五十話 絶望と希望
絶望している夜真砥を救うのは勿論、弟子のティナ!
そして更に夜真砥を絶望させる出来事が!
俺はよろけながらもゆっくりと体を動かして月影城の十一階に向かっていた心臓に手をやると鼓動がだんだんと階が上がるごとに早くなっていくのがわかる。
途中で女官に止められたが俺はその手を振り払い歩み続ける。
上がるたびに昼間だが目の前がどんどん暗くなっていき同時に足が重くなっていく。
そして何分経ったかわからないが十一階に到着して扉に手をかけそっと開けた。
そこには親父と母さん、婆ちゃんと咲夜と兄上が、回復魔法の術式を編み込んだ布団をかけられ魔導士に回復魔法をかけられている爺ちゃんを囲んでいた。
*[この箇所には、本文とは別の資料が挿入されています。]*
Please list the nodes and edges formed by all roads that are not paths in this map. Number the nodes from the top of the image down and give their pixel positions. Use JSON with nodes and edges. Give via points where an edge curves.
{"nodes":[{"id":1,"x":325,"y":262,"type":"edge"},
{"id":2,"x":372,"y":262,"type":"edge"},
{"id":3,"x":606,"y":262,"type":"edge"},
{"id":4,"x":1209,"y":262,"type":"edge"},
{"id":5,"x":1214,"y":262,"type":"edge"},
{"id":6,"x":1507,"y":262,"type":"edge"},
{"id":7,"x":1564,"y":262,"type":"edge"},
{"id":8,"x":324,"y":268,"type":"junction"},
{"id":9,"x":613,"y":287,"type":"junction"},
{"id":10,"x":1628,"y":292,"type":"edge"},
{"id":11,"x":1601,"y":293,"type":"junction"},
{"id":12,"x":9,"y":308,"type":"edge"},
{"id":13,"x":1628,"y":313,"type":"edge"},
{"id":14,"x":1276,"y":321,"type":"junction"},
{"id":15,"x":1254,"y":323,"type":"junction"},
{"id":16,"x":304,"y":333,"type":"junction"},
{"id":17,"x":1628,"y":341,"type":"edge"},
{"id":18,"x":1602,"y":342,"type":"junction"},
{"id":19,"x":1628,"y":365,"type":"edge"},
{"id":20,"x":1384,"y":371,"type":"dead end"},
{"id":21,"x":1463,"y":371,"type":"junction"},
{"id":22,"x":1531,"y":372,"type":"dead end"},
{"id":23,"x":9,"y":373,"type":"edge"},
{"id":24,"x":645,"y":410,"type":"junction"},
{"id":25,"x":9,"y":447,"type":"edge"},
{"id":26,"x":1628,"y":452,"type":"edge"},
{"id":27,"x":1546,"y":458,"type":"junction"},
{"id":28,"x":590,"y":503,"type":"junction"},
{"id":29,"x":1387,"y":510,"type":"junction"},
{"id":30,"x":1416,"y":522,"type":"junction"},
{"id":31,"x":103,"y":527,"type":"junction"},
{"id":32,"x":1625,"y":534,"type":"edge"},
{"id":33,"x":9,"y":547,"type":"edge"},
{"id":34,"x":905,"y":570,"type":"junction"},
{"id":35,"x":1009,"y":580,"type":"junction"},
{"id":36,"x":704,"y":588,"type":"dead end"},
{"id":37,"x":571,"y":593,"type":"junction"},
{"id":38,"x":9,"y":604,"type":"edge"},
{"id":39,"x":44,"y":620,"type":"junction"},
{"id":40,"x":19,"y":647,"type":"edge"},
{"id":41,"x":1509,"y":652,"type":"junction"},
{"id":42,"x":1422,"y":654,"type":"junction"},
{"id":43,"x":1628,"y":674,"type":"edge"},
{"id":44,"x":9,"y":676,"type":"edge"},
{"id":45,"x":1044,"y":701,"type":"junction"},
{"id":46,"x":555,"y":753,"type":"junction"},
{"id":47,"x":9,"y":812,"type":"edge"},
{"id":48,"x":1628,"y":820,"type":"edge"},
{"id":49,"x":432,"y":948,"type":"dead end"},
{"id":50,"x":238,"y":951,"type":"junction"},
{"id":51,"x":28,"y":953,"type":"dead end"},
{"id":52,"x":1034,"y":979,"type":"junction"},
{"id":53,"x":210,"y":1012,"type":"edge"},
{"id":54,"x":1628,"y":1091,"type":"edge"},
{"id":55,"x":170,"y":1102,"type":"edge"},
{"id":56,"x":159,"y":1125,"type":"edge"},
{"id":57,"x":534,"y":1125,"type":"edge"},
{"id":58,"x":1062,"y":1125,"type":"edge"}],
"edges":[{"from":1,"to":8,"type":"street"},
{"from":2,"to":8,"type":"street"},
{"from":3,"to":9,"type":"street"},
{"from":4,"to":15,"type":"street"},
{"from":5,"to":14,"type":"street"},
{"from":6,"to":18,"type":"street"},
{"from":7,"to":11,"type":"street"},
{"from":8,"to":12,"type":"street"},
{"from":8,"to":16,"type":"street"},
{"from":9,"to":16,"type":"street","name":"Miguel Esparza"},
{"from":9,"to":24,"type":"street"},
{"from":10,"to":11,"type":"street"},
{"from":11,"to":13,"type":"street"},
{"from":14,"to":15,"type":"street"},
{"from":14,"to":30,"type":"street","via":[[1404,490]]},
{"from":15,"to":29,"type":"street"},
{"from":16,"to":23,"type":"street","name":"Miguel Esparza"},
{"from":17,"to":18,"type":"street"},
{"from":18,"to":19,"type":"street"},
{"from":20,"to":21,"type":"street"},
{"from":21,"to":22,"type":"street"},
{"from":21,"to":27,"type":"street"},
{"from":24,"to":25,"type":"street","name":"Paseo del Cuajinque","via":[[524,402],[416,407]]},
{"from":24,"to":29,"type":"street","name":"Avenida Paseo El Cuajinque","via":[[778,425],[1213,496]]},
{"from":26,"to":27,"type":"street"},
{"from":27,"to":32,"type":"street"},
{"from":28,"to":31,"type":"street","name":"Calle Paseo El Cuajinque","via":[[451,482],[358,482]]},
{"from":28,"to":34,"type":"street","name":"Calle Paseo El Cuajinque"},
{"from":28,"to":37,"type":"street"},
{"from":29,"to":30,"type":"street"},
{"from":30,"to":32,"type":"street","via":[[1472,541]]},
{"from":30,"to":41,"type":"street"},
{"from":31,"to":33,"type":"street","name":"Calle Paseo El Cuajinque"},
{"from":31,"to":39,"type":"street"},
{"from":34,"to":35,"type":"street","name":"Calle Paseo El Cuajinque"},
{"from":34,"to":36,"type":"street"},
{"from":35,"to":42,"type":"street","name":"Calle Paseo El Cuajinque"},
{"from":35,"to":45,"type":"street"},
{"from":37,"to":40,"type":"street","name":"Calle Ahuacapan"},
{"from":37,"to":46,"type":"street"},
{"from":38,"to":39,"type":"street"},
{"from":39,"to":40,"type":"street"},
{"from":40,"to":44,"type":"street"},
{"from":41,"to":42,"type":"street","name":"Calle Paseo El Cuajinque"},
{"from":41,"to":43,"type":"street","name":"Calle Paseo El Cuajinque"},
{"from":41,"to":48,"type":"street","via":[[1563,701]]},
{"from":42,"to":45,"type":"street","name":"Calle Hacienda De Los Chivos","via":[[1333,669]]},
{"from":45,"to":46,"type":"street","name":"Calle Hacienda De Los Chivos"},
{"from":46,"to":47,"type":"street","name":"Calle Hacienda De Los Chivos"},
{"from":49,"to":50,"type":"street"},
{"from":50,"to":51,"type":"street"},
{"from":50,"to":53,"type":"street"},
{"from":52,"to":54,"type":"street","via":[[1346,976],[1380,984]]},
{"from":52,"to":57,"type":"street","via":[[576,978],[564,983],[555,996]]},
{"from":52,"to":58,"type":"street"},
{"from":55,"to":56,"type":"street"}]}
俺が入ると家族はその場を立ち去り魔導士と俺だけにしてくれた。
まず俺は座るのと同時に爺ちゃんの布団をめくった…やはりあれは夢でも幻でもなかった爺ちゃんの右足はなくなっていた。
失った体の部位を取り戻す魔法、時間戻しの超回復で戻せばいいだろ?
でも、無理なんだ、その魔法は失ってから三時間以内の部位にしか効かないんだ俺は気絶して丸一日寝ていた…だからもう爺ちゃんの右足は何をしても戻らないんだ。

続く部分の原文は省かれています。